WHAT YOU ARE ASKED TO DO
Exact copies of all the lines below are required, with the pictures omitted.

RECORDS TO USE
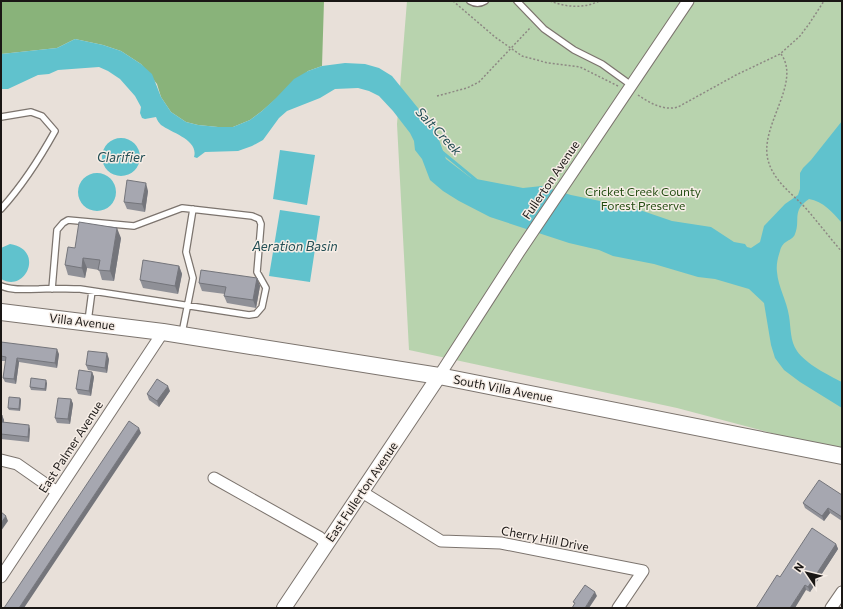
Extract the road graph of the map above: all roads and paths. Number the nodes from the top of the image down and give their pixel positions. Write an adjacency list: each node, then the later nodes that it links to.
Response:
1 (470, 1): 2 (lane)
2 (486, 1)
3 (517, 1): 7 (lane)
4 (550, 1): 5 (path)
5 (599, 1)
6 (688, 1): 9 (street, Fullerton Avenue)
7 (536, 22): 9 (lane); 10 (path)
8 (780, 54): 14 (path)
9 (631, 85): 23 (street, Fullerton Avenue)
10 (437, 96)
11 (1, 117): 12 (lane)
12 (1, 209)
13 (193, 210): 16 (lane); 18 (lane); 18 (lane)
14 (842, 252)
15 (1, 286): 16 (lane)
16 (52, 289): 17 (lane)
17 (92, 291): 18 (lane); 20 (lane)
18 (188, 306): 22 (lane)
19 (1, 312): 20 (main road, Villa Avenue)
20 (88, 323): 21 (main road, Villa Avenue)
21 (163, 332): 22 (main road, South Villa Avenue); 27 (street, East Palmer Avenue)
22 (182, 335): 23 (main road, South Villa Avenue)
23 (439, 376): 24 (main road, South Villa Avenue); 28 (street, East Fullerton Avenue)
24 (842, 456)
25 (1, 460): 27 (street)
26 (214, 478): 29 (street)
27 (58, 492): 30 (street, East Palmer Avenue)
28 (362, 492): 29 (street, East Fullerton Avenue); 33 (street, Cherry Hill Drive)
29 (327, 544): 32 (street, East Fullerton Avenue)
30 (1, 577)
31 (842, 592): 34 (street)
32 (284, 608)
33 (618, 608)
34 (832, 608)

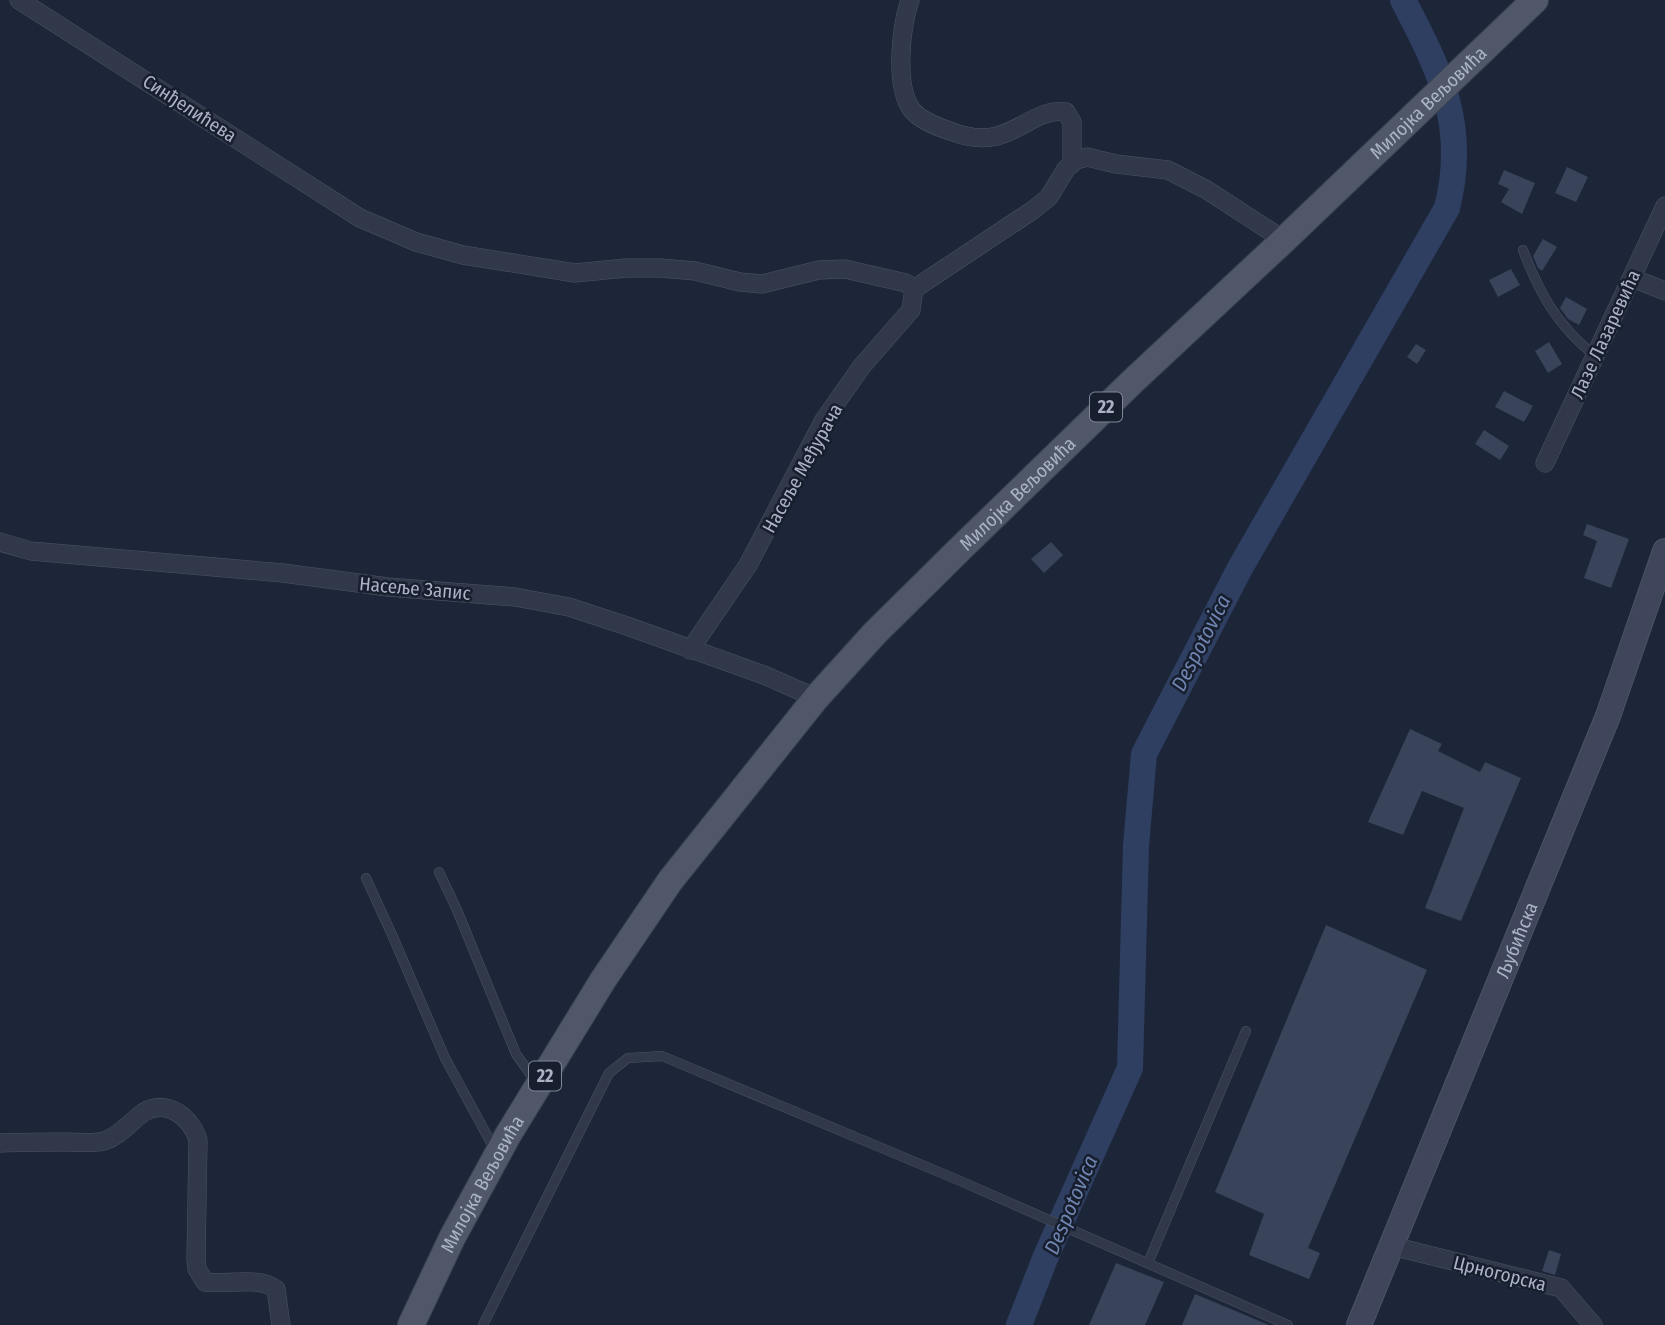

TASK ANSWER
Extract the road graph of the map above: all roads and paths. Number the nodes from the top of the image down and give their pixel positions. Write an adjacency list: each node, then the later nodes that it links to.
Response:
1 (470, 1): 2 (lane)
2 (486, 1)
3 (517, 1): 7 (lane)
4 (550, 1): 5 (path)
5 (599, 1)
6 (688, 1): 9 (street, Fullerton Avenue)
7 (536, 22): 9 (lane); 10 (path)
8 (780, 54): 14 (path)
9 (631, 85): 23 (street, Fullerton Avenue)
10 (437, 96)
11 (1, 117): 12 (lane)
12 (1, 209)
13 (193, 210): 16 (lane); 18 (lane); 18 (lane)
14 (842, 252)
15 (1, 286): 16 (lane)
16 (52, 289): 17 (lane)
17 (92, 291): 18 (lane); 20 (lane)
18 (188, 306): 22 (lane)
19 (1, 312): 20 (main road, Villa Avenue)
20 (88, 323): 21 (main road, Villa Avenue)
21 (163, 332): 22 (main road, South Villa Avenue); 27 (street, East Palmer Avenue)
22 (182, 335): 23 (main road, South Villa Avenue)
23 (439, 376): 24 (main road, South Villa Avenue); 28 (street, East Fullerton Avenue)
24 (842, 456)
25 (1, 460): 27 (street)
26 (214, 478): 29 (street)
27 (58, 492): 30 (street, East Palmer Avenue)
28 (362, 492): 29 (street, East Fullerton Avenue); 33 (street, Cherry Hill Drive)
29 (327, 544): 32 (street, East Fullerton Avenue)
30 (1, 577)
31 (842, 592): 34 (street)
32 (284, 608)
33 (618, 608)
34 (832, 608)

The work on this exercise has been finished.